If there are multiple possible system operation realizations, you need to evaluate them using the dark energy and dark matter forces and pick the one that best resolves the forces. Let’s first look at how to evaluate the two candidates for acceptOrder() operation using the dark energy forces. After that, I’ll describe how to evaluate them using the dark matter forces.

Evaluating the candidates using dark energy forces

Candidate #1, which puts both subdomains in the Kitchen Service, resolves each of the dark energy forces as follows

• ❌ Simple components - Delivery Management is a complex subdomain and Kitchen Management is a complicated subdomain and should ideally be implemented by separate services.
• ❌ Team autonomy - Delivery Management and Kitchen Management are owned by separate teams and should ideally be implemented by separate services.
• ❌ Fast deployment pipeline - Delivery Management is a complex subdomain and Kitchen Management is a complicated subdomain and should ideally have separate deployment pipelines.
• ✅ Support multiple technology stacks - the two subdomains use the same technology stacks and so there’s no issue with putting them in the same service
• ✅ Segregate by characteristics - the two subdomains have similar characteristics and so there’s no issue with putting them in the same service

As you can see, it only partially resolves these forces. Most notably, it doesn’t adequately resolve the Team Autonomy force.
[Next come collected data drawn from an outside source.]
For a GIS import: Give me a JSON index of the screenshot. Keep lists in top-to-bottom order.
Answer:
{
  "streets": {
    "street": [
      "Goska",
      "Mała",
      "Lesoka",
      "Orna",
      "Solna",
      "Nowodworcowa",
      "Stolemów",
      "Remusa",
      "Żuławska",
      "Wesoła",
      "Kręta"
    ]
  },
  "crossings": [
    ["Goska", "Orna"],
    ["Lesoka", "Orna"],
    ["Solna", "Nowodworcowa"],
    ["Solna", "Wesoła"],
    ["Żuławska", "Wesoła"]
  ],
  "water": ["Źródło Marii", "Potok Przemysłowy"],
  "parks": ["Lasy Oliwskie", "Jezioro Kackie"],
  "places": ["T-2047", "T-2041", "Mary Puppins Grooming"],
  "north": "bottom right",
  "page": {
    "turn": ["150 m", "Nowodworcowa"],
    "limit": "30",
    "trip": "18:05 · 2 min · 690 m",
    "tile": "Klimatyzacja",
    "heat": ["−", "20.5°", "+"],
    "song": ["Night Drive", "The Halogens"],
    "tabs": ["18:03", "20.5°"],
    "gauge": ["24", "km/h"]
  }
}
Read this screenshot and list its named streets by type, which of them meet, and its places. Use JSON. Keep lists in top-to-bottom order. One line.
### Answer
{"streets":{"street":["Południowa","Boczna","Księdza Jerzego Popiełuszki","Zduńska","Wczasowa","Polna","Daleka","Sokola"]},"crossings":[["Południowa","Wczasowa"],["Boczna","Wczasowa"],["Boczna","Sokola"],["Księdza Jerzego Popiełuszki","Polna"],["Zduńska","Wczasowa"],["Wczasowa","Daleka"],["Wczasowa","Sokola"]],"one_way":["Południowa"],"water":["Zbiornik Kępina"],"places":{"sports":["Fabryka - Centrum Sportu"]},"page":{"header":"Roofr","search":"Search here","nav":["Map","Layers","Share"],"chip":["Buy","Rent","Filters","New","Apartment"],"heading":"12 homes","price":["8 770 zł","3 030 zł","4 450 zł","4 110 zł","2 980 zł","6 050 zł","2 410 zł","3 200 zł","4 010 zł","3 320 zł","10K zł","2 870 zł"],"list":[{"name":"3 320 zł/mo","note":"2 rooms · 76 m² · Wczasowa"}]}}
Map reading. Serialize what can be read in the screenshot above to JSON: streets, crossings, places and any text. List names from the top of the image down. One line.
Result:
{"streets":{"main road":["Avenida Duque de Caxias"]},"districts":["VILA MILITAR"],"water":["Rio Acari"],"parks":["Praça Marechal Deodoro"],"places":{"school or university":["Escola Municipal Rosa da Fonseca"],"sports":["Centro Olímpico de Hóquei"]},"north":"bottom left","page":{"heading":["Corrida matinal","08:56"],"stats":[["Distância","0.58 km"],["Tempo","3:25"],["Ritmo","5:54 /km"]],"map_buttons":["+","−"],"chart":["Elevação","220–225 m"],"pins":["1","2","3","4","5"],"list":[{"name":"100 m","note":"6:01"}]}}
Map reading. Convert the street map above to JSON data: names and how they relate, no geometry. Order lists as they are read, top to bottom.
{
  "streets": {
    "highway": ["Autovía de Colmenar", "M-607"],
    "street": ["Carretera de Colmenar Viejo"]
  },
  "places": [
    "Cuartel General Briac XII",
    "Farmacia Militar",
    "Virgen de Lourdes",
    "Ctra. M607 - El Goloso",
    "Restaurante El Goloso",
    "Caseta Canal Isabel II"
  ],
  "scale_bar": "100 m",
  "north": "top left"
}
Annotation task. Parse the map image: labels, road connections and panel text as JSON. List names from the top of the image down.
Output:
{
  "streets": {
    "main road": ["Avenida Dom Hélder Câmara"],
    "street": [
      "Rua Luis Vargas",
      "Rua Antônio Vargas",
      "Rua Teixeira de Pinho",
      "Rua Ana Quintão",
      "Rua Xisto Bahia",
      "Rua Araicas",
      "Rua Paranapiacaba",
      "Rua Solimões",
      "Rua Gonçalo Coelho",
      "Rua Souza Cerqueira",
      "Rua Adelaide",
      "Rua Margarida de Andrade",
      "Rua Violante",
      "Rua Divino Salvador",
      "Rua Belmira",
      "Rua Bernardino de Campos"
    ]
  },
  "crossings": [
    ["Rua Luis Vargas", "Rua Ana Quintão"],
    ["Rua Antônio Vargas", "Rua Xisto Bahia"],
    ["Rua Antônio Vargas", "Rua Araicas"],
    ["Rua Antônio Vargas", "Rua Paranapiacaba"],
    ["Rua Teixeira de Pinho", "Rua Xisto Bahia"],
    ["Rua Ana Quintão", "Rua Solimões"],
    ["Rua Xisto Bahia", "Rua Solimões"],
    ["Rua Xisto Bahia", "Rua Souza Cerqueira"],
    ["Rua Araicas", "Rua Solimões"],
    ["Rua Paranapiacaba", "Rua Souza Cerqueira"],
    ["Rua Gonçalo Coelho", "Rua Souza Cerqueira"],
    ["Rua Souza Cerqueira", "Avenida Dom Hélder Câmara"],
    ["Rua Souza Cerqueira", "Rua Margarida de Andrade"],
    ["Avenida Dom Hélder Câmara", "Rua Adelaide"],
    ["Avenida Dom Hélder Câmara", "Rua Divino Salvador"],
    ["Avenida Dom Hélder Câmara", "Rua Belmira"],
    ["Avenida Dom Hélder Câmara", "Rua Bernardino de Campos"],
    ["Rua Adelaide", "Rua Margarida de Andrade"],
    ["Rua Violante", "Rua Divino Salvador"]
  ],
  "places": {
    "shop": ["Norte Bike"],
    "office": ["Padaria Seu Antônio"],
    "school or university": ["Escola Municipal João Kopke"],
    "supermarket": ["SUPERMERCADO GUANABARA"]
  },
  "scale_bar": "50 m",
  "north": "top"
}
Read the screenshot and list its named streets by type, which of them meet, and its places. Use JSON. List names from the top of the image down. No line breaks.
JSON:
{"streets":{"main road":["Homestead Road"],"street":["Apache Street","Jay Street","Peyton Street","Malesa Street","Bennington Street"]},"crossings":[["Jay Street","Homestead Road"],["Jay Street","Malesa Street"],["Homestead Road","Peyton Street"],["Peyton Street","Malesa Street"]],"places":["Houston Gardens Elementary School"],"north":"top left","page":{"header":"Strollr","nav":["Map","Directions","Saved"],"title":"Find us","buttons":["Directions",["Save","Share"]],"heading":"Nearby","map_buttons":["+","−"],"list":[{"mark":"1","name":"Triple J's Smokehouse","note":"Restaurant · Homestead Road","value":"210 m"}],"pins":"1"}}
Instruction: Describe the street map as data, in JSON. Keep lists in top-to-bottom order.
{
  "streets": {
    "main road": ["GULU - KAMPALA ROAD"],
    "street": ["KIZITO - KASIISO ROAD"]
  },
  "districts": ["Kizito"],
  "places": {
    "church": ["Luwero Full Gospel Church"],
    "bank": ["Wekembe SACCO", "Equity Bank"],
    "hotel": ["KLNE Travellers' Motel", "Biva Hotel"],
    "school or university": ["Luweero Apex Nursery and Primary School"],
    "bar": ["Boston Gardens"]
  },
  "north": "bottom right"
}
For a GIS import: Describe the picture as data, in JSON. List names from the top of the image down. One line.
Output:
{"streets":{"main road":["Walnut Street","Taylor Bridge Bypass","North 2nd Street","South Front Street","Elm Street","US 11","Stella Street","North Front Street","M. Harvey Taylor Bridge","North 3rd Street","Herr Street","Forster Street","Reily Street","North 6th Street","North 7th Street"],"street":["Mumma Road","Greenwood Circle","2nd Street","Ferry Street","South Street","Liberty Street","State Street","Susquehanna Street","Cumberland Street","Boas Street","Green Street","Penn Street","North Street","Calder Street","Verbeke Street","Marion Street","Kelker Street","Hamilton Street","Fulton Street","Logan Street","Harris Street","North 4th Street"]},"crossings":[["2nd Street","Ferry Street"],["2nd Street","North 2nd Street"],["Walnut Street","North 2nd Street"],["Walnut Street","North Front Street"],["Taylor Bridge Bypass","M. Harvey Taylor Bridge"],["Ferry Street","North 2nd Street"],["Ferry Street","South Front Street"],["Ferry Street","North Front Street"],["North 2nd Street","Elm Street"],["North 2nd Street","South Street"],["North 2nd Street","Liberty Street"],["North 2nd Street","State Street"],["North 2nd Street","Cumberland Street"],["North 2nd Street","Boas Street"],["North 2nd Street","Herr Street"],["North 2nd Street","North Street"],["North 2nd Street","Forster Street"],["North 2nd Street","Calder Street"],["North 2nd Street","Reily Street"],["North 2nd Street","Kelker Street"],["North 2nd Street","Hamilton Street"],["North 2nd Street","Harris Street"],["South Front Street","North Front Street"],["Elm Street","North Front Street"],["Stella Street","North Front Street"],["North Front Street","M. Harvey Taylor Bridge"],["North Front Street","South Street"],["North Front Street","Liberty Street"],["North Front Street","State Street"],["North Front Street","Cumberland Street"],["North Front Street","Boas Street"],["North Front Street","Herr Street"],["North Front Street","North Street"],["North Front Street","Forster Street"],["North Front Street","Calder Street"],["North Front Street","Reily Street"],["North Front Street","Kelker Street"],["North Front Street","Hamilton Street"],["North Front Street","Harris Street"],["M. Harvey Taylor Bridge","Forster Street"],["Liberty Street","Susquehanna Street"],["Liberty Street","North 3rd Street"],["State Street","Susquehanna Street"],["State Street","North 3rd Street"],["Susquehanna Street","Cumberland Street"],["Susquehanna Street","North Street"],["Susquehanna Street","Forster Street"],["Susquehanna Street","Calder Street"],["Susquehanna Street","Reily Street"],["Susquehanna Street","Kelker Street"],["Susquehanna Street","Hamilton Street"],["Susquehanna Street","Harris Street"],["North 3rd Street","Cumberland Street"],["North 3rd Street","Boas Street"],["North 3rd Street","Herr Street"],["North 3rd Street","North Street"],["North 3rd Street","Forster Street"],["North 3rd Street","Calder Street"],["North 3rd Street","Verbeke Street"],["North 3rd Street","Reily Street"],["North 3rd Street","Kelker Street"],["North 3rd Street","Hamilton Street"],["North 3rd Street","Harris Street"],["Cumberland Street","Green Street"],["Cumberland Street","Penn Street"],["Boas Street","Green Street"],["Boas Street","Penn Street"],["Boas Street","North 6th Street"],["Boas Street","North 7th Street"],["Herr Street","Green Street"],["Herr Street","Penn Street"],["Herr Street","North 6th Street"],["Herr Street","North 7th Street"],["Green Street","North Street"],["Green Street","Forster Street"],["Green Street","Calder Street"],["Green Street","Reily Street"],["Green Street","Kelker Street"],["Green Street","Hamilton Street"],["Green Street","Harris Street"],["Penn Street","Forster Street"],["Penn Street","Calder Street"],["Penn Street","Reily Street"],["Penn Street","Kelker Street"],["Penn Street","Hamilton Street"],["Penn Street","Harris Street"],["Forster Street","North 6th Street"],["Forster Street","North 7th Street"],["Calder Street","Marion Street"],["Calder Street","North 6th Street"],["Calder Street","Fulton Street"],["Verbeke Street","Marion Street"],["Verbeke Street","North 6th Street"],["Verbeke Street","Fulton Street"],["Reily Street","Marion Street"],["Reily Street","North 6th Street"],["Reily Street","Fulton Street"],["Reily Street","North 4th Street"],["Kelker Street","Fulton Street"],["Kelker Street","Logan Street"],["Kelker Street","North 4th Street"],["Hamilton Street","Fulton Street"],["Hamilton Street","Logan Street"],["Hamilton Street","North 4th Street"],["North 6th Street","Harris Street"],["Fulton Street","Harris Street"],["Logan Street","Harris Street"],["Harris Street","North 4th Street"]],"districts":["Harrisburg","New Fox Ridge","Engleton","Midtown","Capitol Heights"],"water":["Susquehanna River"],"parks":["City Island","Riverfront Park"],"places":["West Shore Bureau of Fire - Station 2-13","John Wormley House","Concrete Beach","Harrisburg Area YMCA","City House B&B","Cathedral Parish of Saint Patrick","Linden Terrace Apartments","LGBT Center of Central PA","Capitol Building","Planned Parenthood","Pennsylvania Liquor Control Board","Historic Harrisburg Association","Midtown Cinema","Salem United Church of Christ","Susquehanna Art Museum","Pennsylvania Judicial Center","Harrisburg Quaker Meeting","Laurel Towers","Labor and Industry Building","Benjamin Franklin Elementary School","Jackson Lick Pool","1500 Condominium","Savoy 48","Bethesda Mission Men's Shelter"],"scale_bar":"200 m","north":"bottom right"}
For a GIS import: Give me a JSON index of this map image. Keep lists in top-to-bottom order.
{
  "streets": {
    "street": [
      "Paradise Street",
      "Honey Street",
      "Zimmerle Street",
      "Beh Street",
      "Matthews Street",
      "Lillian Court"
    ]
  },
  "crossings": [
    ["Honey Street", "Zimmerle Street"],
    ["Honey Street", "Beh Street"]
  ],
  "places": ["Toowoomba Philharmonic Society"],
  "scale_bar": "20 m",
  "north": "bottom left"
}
In comparison, candidate #2, which assigns the Delivery Management subdomain to a separate service, resolves the all of dark energy forces.

Let’s now look at these candidate realizations resolve the dark matter forces.

Evaluating the candidates using dark matter forces

In candidate #1, acceptTicket() is a local operation. As a result, this design resolves all of the dark matter forces.

In comparison, in candidate #2, acceptOrder() is a distributed operation. However, it still adequately resolves the dark matter forces:

• ✅ Simple interactions - there’s a single event so interactions are simple
• ✅ Efficient interactions - there’s a single event so interactions are efficient
• ✅ Prefer ACID over BASE - although it’s eventually consistent, it’s quite simple
• ✅ Minimize runtime coupling - since communication is asynchronous, there’s no runtime coupling
• ✅ Minimize design time coupling - there’s minimal design time coupling

Selecting the best operation realization

Once you have evaluated the candidate realizations, you need to pick the best one.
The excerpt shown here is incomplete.